Grandma gives a backhanded wave, "she'll never be alone." I like being alone in my Dad’s childhood bedroom.

I never unpack. I toss my rucksack in front of the built-in closet and belly-flop on the bed to bounce the bed-springs. Each year I hear the adults agree on various rules for me.

Dad’s room never changed. Always the infused eucalyptus scent on the Dutch orange pillowcases. The feather duvet cover always the navy astronauts floating in blue sky. The unvaried beige wallpaper forest had bluish bears in the pattern. It used to cover the closet but it looks like my Dad wanted to strip it off but gave up a third of the way through. The heavy, chalk linen curtains always framed the large rectangular window. I could see the whole backyard.

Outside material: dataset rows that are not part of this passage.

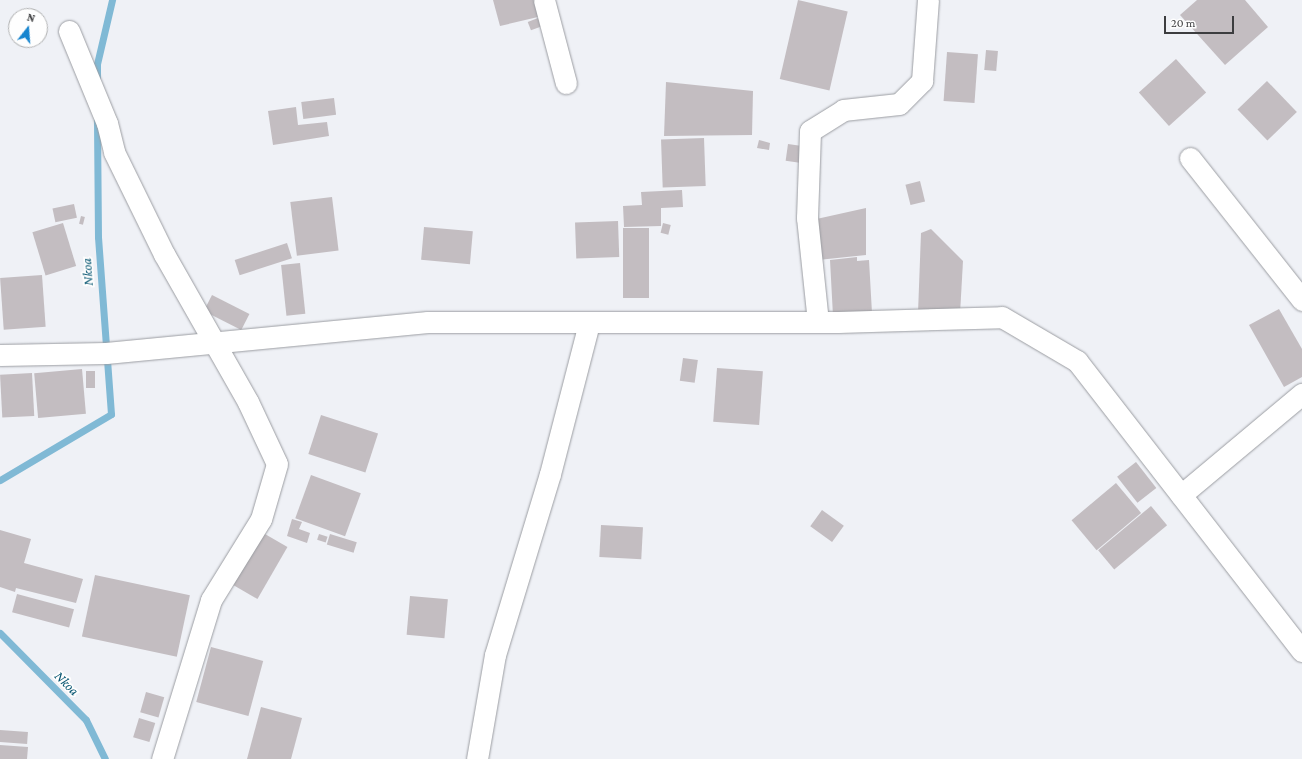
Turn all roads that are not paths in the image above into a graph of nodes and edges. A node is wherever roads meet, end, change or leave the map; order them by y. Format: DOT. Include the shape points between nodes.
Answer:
graph roads {
  1 [pos="544,0"];
  2 [pos="928,0"];
  3 [pos="69,31"];
  4 [pos="566,83"];
  5 [pos="1190,158"];
  6 [pos="1302,300"];
  7 [pos="818,322"];
  8 [pos="589,323"];
  9 [pos="215,342"];
  10 [pos="0,354"];
  11 [pos="1302,394"];
  12 [pos="1181,495"];
  13 [pos="1302,650"];
  14 [pos="167,758"];
  15 [pos="477,759"];
  1 -- 4 [label="street"];
  2 -- 7 [label="street" via="922,81 899,104 843,110 810,131 806,218"];
  3 -- 9 [label="street" via="107,123 114,152 164,254"];
  5 -- 6 [label="street"];
  7 -- 8 [label="street"];
  7 -- 12 [label="street" via="1002,317 1077,361"];
  8 -- 9 [label="street" via="428,322 351,332"];
  8 -- 15 [label="street" via="550,474 495,656"];
  9 -- 10 [label="street" via="106,353"];
  9 -- 14 [label="street" via="277,464 261,519 211,600"];
  11 -- 12 [label="street"];
  12 -- 13 [label="street"];
}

After Dad has gone, Grandma stands in the doorway and asks me, "do you know Instagram?" I said yes and she waves me, "come, come!" to the room opposite Dad's bedroom. This is where Grandma keeps a huge trunk of costumes. Delicate Venetian masks with ribbon ties. Embroidered silk creations of eccentric colours. Professional wigs stored in empty round biscuit tins.

“We'll do a character every day,” Grandma tells me. I agree and I grab my Samsung phone to set up an Instagram account for her.

One of my favourites is a saint dressed in Egyptian blue. The embroidered hem reads in Arabic ‘God is Great.’Her masked face had a sad smiling expression. It tied in place with a royal purple ribbon over long blonde locks. I post to Instagram with halo and red heart emoji.

Another character is a jovial King. A red diamond painted on his third eye, at the rim of his bronze crown. His medieval tunic is like a chessboard of red and white tiles. The hem hangs at mid-thigh. He would be a fashionable woman in the 1970s. I post with every royal emoji I have.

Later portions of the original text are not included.